Task inputs >>
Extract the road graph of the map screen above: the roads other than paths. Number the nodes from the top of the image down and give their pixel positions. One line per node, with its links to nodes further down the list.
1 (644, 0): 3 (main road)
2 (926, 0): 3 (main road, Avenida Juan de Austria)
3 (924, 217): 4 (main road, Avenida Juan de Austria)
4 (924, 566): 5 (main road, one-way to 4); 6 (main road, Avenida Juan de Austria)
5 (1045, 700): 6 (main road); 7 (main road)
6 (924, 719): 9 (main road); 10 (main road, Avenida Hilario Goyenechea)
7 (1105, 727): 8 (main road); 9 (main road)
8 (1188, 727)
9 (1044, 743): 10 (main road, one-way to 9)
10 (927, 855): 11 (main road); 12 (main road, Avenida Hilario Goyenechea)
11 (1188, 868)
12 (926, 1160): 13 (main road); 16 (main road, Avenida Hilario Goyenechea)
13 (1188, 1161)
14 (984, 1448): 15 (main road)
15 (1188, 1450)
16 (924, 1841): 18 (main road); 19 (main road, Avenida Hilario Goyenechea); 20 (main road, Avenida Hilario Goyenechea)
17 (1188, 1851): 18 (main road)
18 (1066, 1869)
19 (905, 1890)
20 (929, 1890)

Task item >>
Print every entry from the material exactly.

Written reply >>
Extract the road graph of the map screen above: the roads other than paths. Number the nodes from the top of the image down and give their pixel positions. One line per node, with its links to nodes further down the list.
1 (644, 0): 3 (main road)
2 (926, 0): 3 (main road, Avenida Juan de Austria)
3 (924, 217): 4 (main road, Avenida Juan de Austria)
4 (924, 566): 5 (main road, one-way to 4); 6 (main road, Avenida Juan de Austria)
5 (1045, 700): 6 (main road); 7 (main road)
6 (924, 719): 9 (main road); 10 (main road, Avenida Hilario Goyenechea)
7 (1105, 727): 8 (main road); 9 (main road)
8 (1188, 727)
9 (1044, 743): 10 (main road, one-way to 9)
10 (927, 855): 11 (main road); 12 (main road, Avenida Hilario Goyenechea)
11 (1188, 868)
12 (926, 1160): 13 (main road); 16 (main road, Avenida Hilario Goyenechea)
13 (1188, 1161)
14 (984, 1448): 15 (main road)
15 (1188, 1450)
16 (924, 1841): 18 (main road); 19 (main road, Avenida Hilario Goyenechea); 20 (main road, Avenida Hilario Goyenechea)
17 (1188, 1851): 18 (main road)
18 (1066, 1869)
19 (905, 1890)
20 (929, 1890)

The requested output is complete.